*** Begin section ***

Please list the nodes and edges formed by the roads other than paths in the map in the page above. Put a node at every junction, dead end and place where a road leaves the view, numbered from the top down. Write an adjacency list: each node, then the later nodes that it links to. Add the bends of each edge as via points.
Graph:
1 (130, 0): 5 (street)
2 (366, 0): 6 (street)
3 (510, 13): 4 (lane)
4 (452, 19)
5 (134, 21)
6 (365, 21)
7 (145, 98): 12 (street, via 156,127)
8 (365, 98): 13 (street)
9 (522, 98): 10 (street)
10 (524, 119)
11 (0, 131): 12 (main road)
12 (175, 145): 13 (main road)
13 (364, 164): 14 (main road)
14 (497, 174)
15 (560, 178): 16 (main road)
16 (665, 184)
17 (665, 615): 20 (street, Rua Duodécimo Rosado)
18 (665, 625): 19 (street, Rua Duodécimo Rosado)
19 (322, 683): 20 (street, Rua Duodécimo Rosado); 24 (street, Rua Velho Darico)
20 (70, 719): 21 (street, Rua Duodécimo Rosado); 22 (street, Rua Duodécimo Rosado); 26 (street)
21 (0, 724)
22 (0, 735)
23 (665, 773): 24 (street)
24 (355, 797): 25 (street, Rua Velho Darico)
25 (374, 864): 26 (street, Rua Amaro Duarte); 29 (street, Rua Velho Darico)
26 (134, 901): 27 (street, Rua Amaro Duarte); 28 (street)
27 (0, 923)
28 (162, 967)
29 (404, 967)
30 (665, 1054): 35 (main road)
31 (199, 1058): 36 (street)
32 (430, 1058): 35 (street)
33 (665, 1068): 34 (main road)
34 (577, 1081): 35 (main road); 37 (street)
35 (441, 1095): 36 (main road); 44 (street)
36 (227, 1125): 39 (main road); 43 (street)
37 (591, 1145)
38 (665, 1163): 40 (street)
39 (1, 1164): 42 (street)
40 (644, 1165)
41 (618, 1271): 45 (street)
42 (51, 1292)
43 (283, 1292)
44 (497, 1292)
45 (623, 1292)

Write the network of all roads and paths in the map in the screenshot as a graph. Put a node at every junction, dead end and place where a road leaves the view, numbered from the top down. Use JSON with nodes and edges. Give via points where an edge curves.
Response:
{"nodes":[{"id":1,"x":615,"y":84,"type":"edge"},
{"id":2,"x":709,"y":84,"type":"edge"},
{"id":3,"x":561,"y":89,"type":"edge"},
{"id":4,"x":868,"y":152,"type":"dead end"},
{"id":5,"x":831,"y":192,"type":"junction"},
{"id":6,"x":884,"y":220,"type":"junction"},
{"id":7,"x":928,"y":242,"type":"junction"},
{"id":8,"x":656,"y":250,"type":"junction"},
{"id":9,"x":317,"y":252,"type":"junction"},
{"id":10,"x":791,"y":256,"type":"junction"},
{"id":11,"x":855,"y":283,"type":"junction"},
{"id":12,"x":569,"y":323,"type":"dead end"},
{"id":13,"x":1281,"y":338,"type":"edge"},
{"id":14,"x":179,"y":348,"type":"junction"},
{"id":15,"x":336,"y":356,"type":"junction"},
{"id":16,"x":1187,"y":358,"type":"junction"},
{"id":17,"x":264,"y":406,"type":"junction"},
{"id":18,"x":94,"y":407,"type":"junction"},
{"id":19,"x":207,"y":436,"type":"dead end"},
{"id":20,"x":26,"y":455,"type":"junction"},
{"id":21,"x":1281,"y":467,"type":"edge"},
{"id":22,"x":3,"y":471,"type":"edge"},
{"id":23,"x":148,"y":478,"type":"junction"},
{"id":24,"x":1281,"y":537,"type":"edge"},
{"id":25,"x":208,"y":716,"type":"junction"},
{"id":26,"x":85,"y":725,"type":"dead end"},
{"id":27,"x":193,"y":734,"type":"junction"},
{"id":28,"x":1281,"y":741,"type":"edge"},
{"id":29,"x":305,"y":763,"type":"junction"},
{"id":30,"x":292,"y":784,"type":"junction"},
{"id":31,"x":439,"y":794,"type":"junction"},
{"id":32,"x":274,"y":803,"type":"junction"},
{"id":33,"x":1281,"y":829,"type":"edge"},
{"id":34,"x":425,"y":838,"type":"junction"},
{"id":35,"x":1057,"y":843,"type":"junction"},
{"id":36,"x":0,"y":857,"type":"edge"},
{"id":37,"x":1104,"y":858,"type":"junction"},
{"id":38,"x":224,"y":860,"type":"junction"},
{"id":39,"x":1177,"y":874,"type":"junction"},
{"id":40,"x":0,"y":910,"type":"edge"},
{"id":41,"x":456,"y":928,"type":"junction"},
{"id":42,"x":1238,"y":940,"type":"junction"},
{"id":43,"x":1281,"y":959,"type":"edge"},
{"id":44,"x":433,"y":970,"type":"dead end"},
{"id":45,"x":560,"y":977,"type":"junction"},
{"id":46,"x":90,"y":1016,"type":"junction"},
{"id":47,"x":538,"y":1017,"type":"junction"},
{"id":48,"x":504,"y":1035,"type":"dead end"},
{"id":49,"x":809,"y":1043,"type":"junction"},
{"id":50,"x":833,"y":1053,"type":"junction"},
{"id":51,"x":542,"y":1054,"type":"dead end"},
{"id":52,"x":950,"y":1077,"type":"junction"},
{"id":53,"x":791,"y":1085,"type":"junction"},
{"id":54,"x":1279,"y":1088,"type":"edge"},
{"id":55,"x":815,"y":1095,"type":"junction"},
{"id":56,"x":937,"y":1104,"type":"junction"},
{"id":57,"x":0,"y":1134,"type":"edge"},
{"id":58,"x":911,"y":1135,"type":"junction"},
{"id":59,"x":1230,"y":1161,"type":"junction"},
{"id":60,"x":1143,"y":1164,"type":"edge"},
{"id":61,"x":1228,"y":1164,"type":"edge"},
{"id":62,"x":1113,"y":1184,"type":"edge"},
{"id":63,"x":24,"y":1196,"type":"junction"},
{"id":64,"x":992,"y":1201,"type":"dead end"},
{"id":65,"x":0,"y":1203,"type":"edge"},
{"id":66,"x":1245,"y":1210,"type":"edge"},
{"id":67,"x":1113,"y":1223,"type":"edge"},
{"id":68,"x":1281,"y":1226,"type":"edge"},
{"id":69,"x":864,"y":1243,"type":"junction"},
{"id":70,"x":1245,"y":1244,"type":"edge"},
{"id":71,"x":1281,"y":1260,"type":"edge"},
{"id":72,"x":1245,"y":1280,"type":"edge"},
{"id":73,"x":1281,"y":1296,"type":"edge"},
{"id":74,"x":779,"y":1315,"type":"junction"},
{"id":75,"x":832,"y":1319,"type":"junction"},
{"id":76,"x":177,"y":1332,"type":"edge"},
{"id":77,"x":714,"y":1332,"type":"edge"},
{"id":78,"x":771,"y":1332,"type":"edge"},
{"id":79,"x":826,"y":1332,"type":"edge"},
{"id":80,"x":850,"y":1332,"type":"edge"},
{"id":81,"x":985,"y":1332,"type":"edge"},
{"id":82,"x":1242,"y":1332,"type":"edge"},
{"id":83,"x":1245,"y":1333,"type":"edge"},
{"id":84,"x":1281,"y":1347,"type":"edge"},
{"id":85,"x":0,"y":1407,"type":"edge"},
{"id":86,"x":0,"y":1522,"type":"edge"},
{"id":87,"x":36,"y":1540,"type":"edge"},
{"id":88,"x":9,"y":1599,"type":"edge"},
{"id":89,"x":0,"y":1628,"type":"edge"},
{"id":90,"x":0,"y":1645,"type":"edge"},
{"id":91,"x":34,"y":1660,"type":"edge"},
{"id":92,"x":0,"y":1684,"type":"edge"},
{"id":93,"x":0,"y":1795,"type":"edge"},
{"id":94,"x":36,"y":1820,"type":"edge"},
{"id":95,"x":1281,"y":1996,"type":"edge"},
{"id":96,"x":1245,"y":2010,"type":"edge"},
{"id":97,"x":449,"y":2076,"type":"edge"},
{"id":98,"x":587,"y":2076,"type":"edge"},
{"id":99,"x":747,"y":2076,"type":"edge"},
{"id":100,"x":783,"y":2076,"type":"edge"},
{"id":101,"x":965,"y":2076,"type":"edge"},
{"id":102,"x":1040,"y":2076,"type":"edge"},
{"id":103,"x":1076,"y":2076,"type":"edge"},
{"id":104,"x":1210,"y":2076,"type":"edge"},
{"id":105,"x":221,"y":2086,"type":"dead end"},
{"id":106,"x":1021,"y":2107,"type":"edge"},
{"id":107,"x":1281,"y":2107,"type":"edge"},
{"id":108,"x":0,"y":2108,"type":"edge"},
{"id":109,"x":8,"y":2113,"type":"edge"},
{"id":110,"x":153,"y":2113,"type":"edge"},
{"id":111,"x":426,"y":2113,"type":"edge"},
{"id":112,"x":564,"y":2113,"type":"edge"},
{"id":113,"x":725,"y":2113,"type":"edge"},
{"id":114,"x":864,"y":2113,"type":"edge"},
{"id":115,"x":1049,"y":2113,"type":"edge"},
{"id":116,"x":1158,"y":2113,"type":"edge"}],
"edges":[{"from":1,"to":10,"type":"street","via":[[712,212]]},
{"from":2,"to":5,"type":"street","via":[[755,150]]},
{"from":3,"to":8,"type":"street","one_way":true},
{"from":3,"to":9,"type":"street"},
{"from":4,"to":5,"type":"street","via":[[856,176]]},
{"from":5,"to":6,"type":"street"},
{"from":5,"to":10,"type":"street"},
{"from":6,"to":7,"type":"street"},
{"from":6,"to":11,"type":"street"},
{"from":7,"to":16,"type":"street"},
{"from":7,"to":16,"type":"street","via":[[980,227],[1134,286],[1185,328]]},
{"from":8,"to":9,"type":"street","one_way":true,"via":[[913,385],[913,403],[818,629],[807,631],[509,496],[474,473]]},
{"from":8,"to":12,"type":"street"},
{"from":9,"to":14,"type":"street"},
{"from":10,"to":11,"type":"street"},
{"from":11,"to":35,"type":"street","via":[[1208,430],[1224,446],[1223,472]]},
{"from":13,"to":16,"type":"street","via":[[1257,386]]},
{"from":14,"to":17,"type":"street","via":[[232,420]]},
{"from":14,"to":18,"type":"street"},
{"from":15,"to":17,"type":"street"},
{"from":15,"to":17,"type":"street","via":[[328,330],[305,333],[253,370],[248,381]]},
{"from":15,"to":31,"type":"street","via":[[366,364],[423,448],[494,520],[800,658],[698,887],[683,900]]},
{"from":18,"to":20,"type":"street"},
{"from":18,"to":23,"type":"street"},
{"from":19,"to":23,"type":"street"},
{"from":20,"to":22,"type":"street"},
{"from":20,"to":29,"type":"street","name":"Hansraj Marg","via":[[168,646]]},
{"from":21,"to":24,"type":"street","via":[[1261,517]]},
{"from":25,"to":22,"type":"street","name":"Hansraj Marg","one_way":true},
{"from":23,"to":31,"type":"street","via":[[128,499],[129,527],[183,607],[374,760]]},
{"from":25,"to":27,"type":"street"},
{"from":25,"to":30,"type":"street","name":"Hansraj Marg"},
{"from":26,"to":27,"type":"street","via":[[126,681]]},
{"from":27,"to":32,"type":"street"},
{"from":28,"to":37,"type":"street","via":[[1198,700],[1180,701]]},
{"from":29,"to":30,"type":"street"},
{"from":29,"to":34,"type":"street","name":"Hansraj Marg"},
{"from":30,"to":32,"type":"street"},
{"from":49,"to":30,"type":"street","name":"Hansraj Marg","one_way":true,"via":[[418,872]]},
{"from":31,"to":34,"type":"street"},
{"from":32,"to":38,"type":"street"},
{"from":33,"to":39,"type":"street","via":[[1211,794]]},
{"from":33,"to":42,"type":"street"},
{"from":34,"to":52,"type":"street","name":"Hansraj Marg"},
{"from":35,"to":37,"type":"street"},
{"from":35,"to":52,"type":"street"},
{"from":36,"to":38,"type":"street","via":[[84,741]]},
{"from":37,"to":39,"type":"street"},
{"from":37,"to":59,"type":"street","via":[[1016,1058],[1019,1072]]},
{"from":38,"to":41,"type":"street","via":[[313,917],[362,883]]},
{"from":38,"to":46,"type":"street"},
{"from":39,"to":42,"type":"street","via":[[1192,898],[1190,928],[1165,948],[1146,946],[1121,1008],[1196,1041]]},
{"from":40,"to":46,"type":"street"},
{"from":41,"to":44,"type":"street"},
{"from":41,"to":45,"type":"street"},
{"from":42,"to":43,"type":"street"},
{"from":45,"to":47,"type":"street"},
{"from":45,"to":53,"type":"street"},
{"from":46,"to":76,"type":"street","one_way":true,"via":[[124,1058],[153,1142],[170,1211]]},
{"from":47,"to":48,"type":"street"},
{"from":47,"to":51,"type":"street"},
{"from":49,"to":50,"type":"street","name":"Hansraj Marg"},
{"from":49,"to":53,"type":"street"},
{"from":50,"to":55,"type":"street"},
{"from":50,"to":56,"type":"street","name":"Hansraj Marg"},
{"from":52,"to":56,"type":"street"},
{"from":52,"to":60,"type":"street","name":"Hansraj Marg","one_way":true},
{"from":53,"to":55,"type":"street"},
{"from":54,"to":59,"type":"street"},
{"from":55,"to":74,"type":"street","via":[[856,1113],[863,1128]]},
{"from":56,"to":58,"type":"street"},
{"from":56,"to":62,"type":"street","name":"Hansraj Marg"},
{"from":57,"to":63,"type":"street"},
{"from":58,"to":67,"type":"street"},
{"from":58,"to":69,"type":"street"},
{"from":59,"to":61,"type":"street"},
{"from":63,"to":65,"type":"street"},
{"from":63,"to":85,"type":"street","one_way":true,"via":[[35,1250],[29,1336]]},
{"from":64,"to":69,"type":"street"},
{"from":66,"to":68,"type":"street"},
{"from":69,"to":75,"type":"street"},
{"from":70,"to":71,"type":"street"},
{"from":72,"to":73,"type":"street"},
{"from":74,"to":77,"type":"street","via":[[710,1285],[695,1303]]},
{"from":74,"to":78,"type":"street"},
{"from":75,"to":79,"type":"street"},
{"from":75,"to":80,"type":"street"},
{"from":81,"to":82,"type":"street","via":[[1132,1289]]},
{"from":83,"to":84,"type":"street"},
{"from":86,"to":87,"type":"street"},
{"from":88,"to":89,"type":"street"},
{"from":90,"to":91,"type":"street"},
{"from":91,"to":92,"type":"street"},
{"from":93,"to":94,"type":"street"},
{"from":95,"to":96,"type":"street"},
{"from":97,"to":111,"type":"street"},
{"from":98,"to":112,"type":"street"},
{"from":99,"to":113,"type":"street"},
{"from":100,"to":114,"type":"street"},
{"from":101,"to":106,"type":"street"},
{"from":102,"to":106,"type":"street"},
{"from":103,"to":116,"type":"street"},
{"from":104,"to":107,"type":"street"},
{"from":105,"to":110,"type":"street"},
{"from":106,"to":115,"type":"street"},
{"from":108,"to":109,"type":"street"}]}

*** End section ***

**EXERCISE PROMPT**.
In the entries above, copy each line that contains the string "true".

**EXERCISE ANSWER**.
{"from":3,"to":8,"type":"street","one_way":true},
{"from":8,"to":9,"type":"street","one_way":true,"via":[[913,385],[913,403],[818,629],[807,631],[509,496],[474,473]]},
{"from":25,"to":22,"type":"street","name":"Hansraj Marg","one_way":true},
{"from":49,"to":30,"type":"street","name":"Hansraj Marg","one_way":true,"via":[[418,872]]},
{"from":46,"to":76,"type":"street","one_way":true,"via":[[124,1058],[153,1142],[170,1211]]},
{"from":52,"to":60,"type":"street","name":"Hansraj Marg","one_way":true},
{"from":63,"to":85,"type":"street","one_way":true,"via":[[35,1250],[29,1336]]},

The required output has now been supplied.